The zone and text editor 108 also may change the digital text
responsive to user inputs. For example, misspelled words may be
corrected by a user. In an exemplary embodiment, the zone and text
editor 108 receives user inputs via a graphical user interface,
which is described in detail /below. Suitable zone and text editors
for use with the present invention will be readily apparent to
those of skill in the art of image processing.
[0017] The document, as processed by the document processor 102, is
applied to a model selector 110. The model selector 110 selects a
previously developed model file, described below, having features
that resemble features of the document. In an exemplary embodiment,
the model selector selects the model file from a plurality of
previously developed model files. Each of the model files
references a schema, which describes the structure of a document
that contains valid semantics (e.g. title, author, abstract etc.
for a document such as a technical paper) and includes physical
characteristics for the elements of the schema and their spatial
relationships relative to one another.
[0018] In an exemplary embodiment, the model file is selected by a
user, e.g., via the graphical user interface (GUI) described below.
In an alternative exemplary embodiment, the model selector 110
compares features of the processed document image to stored
features of previously developed model files to automatically
select a model file. In certain exemplary embodiments, a costing
technique is employed with a cost assigned to each feature and
lower costs representing a higher level of resemblance. In
accordance with this embodiment, a comparison cost is determined
for each available model file compared to the document image and
the model file with the lowest cost is selected. A method for
automatically selecting a model file by matching features is
described in commonly assigned U.S. patent application Ser. No.
10/293,859, filed Nov. 13, 2002, for "Document Classification and
Labeling Using Layout Graph Matching having at least one common
Inventor (referred to herein as the "Document Classification and
Labeling Application").
[0019] A schema editor 112 edits the schema. In an exemplary
embodiment, the schema is retrieved based on a reference to the
schema in the model file. In an alternative exemplary embodiment,
the schema may be referenced by a user, e.g., via the GUI described
below. The schema editor 112 may be used to add or remove elements
from the schema responsive to user inputs. In an exemplary
embodiment, the schema editor 112 is displayed in a tree-view and
the user inputs are received via the GUI described below. A
suitable schema editor will be readily apparent to those of skill
in the related arts.
[0020] A model developer 114 develops the models for use by the
model selector 110. In an exemplary embodiment, the model developer
114 develops the model by processing document samples. In certain
exemplary embodiment, the model developer 114 develops the model
responsive to user inputs. If the schema is changed by the schema
editor 112, the model developer 114 needs to develop a new model in
accordance with the new schema that accommodates the new relations.

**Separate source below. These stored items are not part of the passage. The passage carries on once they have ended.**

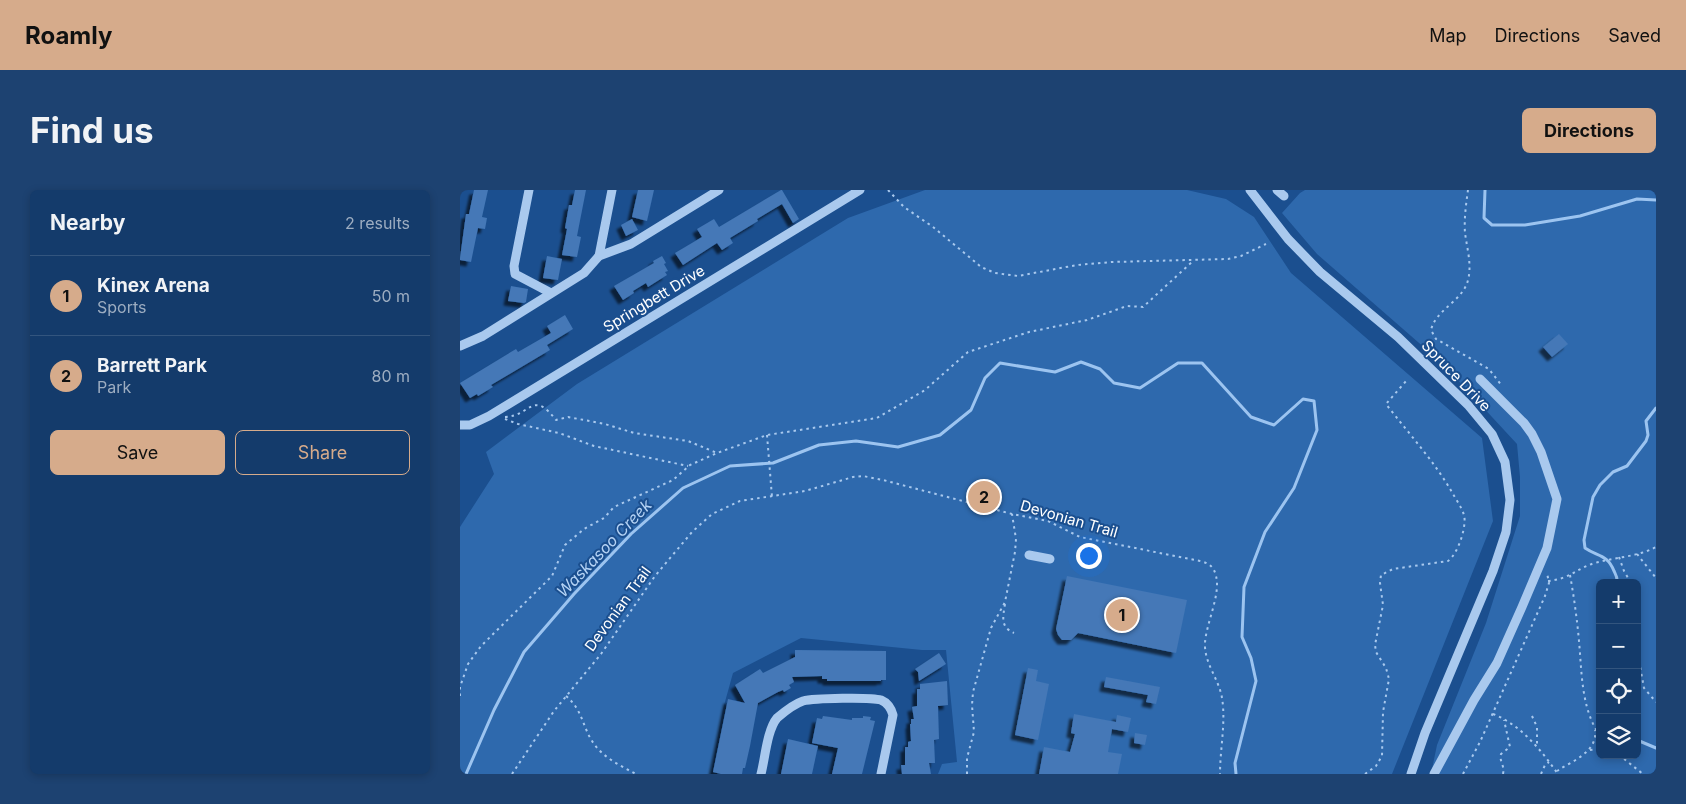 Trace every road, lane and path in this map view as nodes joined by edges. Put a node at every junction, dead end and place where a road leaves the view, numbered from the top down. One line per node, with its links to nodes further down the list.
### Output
1 (529, 190): 10 (street)
2 (612, 190): 8 (street)
3 (719, 190): 8 (street)
4 (860, 190): 14 (street, Springbett Drive)
5 (888, 190): 9 (path)
6 (1250, 190): 52 (street, Spruce Drive)
7 (1266, 244): 9 (path)
8 (599, 256): 10 (street)
9 (1194, 261): 15 (path)
10 (551, 293): 11 (street)
11 (460, 346)
12 (1480, 378): 53 (street)
13 (1407, 380): 51 (path)
14 (460, 425)
15 (767, 435): 16 (path); 18 (path)
16 (717, 453): 17 (path); 17 (path)
17 (688, 466): 32 (path)
18 (772, 497): 19 (path, Devonian Trail); 33 (path, Devonian Trail)
19 (1012, 514): 29 (path); 50 (path, Devonian Trail)
20 (1656, 547): 21 (path)
21 (1638, 554): 23 (path); 26 (path)
22 (1029, 555): 24 (street)
23 (1618, 558): 25 (path); 27 (path)
24 (1050, 559)
25 (1570, 576): 28 (path); 38 (path)
26 (1656, 578)
27 (1629, 579)
28 (1548, 581)
29 (1005, 602): 30 (path); 49 (path)
30 (1014, 633)
31 (1641, 669): 34 (path)
32 (460, 696)
33 (566, 696): 45 (path, Devonian Trail); 46 (path)
34 (1656, 702)
35 (1493, 714): 37 (path)
36 (1532, 716): 39 (path)
37 (1504, 720): 39 (path); 54 (path)
38 (1595, 728): 41 (path)
39 (1537, 747): 43 (path)
40 (1596, 749): 41 (path)
41 (1590, 750): 44 (path)
42 (1624, 759): 56 (path)
43 (1549, 762): 44 (path); 55 (path)
44 (1557, 773)
45 (512, 774)
46 (636, 774)
47 (761, 774): 48 (street)
48 (881, 774)
49 (967, 774)
50 (1220, 774)
51 (1365, 774)
52 (1411, 774)
53 (1434, 774)
54 (1503, 774)
55 (1542, 774)
56 (1643, 774) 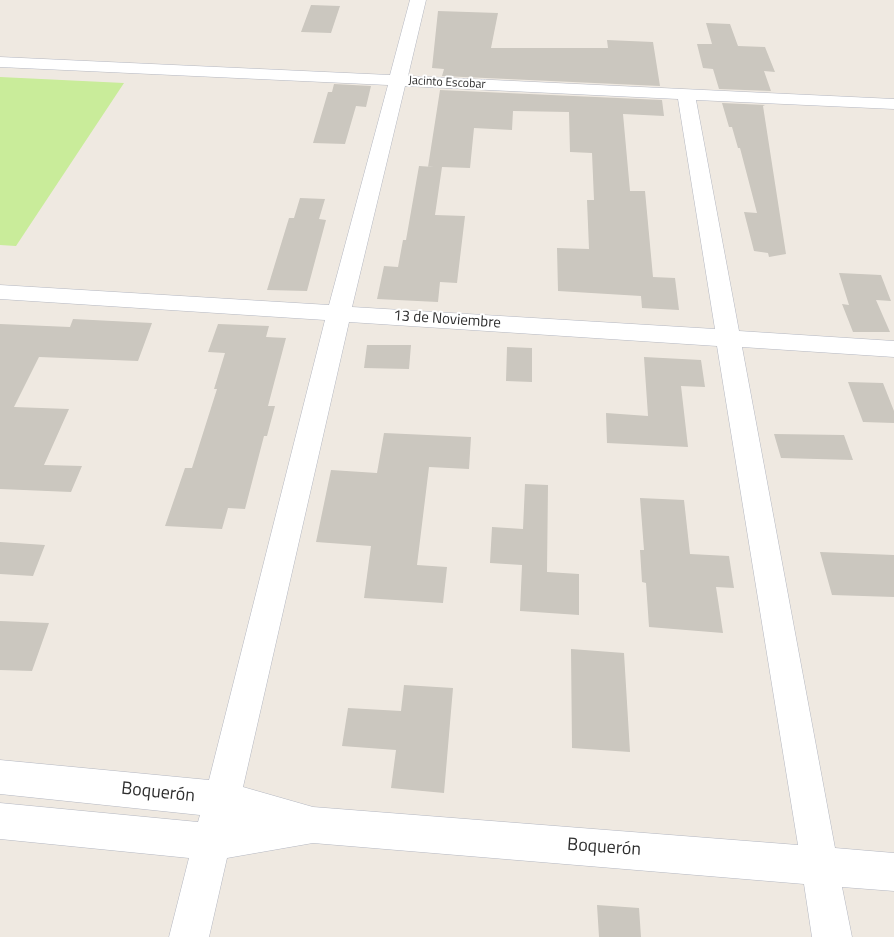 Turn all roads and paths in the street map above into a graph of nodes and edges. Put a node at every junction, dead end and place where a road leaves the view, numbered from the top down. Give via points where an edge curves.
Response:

A suitable model developer for use with the present invention is
described in the Document Classification and Labeling
Application.
[0021] In an exemplary embodiment, models are developed at a system
level. When developed at the system level, a user's edit and
correction activities of logical labeling results are monitored. An
automatic model learning process updates the document model through
a feedback loop based on user modified results. In an alternative
exemplary embodiment, models are developed at the user level. When
developed at the user level, a GUI tool is provided to allow a more
knowledgeable user to manually create a new model from a set of
known samples.
[0022] The document, as processed by the document processor 102, Is
also applied to a labeler 116. The labeler 116 applies labels to
the zones defined by the document processor 102 in accordance with
the schema. For example, the labeler may label a zone containing
the title of the document with the element "title." In an exemplary
embodiment, the labeler applies labels to the zones responsive to a
document model selected by the model selector 110.

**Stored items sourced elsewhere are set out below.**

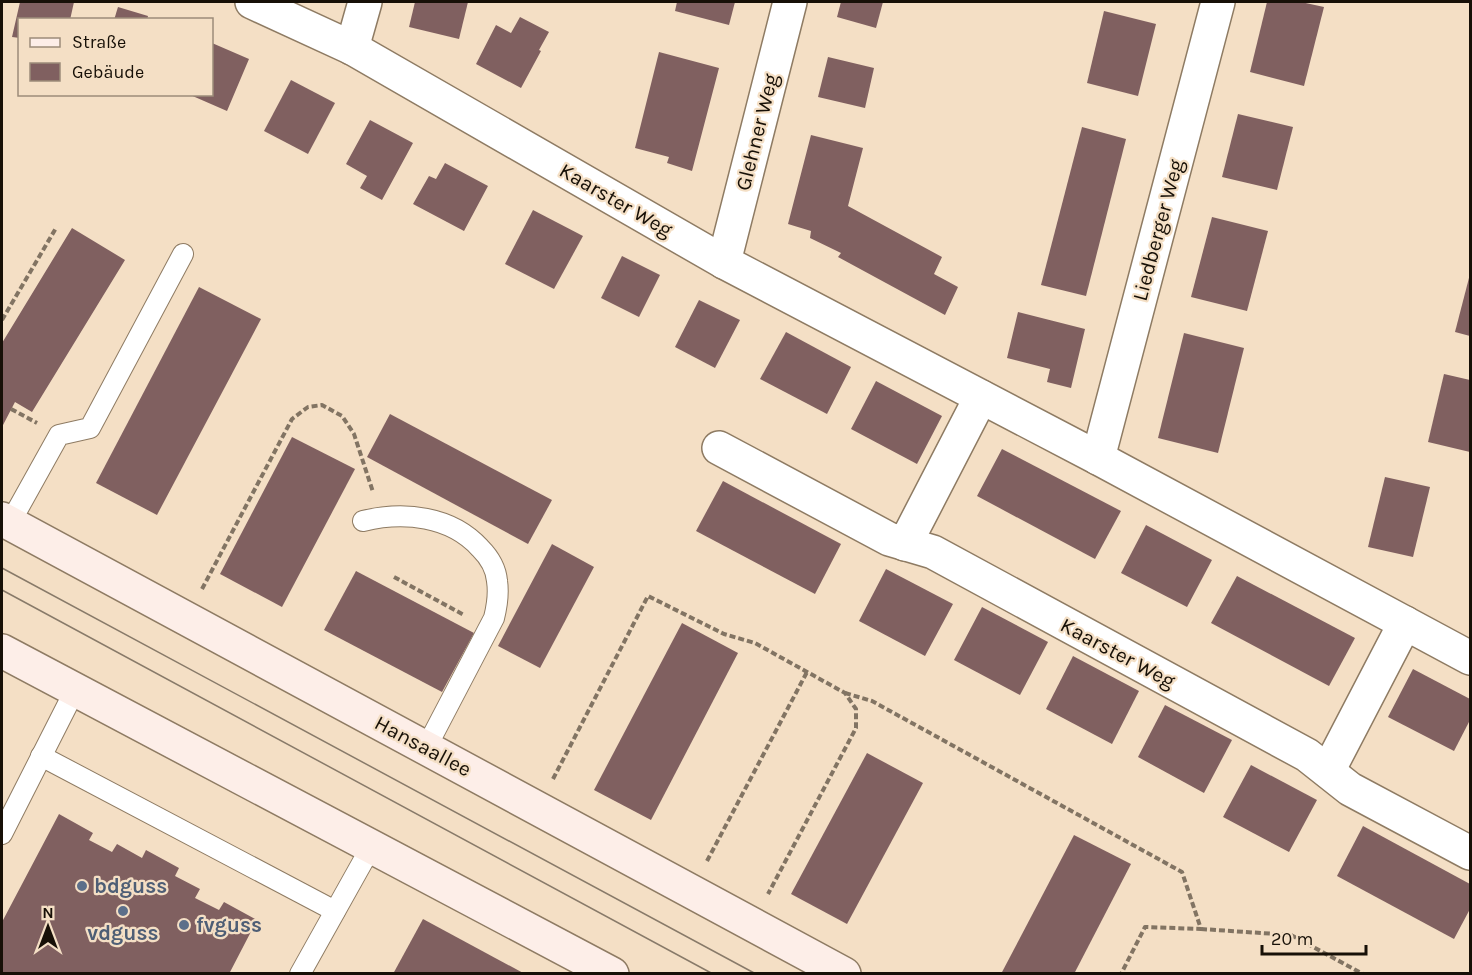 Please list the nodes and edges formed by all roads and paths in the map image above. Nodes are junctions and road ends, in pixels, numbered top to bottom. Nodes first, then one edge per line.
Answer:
1 (252, 2) edge
2 (364, 2) edge
3 (790, 2) edge
4 (1218, 2) edge
5 (352, 48) junction
6 (56, 228) dead end
7 (183, 254) dead end
8 (724, 262) junction
9 (2, 320) edge
10 (981, 397) junction
11 (719, 448) dead end
12 (1098, 458) junction
13 (371, 519) joint
14 (6, 521) edge
15 (904, 544) junction
16 (394, 578) dead end
17 (186, 618) junction
18 (1406, 624) junction
19 (489, 628) junction
20 (2, 651) edge
21 (1470, 658) edge
22 (807, 672) junction
23 (75, 690) junction
24 (845, 693) junction
25 (426, 748) junction
26 (42, 756) junction
27 (1328, 771) junction
28 (538, 808) junction
29 (2, 834) edge
30 (371, 847) junction
31 (1470, 853) edge
32 (692, 891) junction
33 (335, 911) junction
34 (752, 924) junction
35 (1201, 929) junction
36 (300, 974) edge
37 (612, 974) edge
38 (844, 974) edge
39 (1121, 974) edge
40 (1363, 974) edge

1 - 5 street, Kaarster Weg
2 - 5 street
3 - 8 street, Glehner Weg
4 - 12 street, Liedberger Weg
5 - 8 street, Kaarster Weg
6 - 9 path
7 - 14 lane
8 - 10 street, Kaarster Weg
10 - 12 street, Kaarster Weg
10 - 15 street
11 - 15 street, Kaarster Weg
12 - 18 street, Kaarster Weg
13 - 17 path
13 - 19 lane
14 - 17 street, Hansaallee
15 - 27 street, Kaarster Weg
16 - 19 path
17 - 25 street, Hansaallee
18 - 21 street, Kaarster Weg
18 - 27 street
19 - 25 lane
20 - 23 street
22 - 24 path
22 - 28 path
22 - 32 path
23 - 26 lane
23 - 30 street
24 - 34 path
24 - 35 path
25 - 28 street, Hansaallee
26 - 29 lane
26 - 33 lane
27 - 31 street, Kaarster Weg
28 - 32 street, Hansaallee
30 - 33 lane
30 - 37 street
32 - 34 street, Hansaallee
33 - 36 lane
34 - 38 street, Hansaallee
35 - 39 path
35 - 40 path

[0023] In an exemplary embodiment, the labeler 116 automatically
labels the zones using a layout graph technique. An exemplary
layout graph represents each schema element associated with a
selected model file and its spatial relationships to one or more of
the other schema elements and another exemplary layout graph
represents each zone in a document image and its spatial
relationship to one or more of the other zones. In the exemplary
embodiment, a document image is compared to a selected model by the
layout graphs using a known global scale over total cost matching
technique. Because some elements in a document may correspond to
multiple zones, multiple zones may match the same element. A
suitable layout graph technique for use with the present invention,
from which one skilled in the art can develop a suitable labeler
116, is described in the Document Classification and Labeling
Application.
[0024] A label editor 118 enables manual editing of the labeled
zones. In an exemplary embodiment, the label editor 118 updates the
labels on zones applied automatically by the labeler 116 responsive
to user inputs. For example, if the labeler 116 labeled a zone
containing the title of the document with the element "author," the
label editor can be used to change the label of that zone to the
correct element, i.e., "title." In an alternative exemplary
embodiment, the label editor 118 labels each of the zones manually
responsive to user inputs. In an exemplary embodiment, the label
editor 118 receives user inputs via the GUI described below. A
suitable label editor 118 for use with the present invention will
be readily apparent to those of skill in the art of image
processing.
[0025] A structured document generator 120 generates structured
document files responsive to layout information associated with the
zones, labeling results, and the selected model file. In an
exemplary embodiment, the structured document generator 120
generates an extensible mark-up language (XML) file and a
extensible style-sheet language (XSL) file for each document image
that it processes. The XML file represents the document structure
and the XSL file represents the document layout. In an exemplary
embodiment, the XSL file may represent layout information such as
font type and size, font color, and zone coordinates.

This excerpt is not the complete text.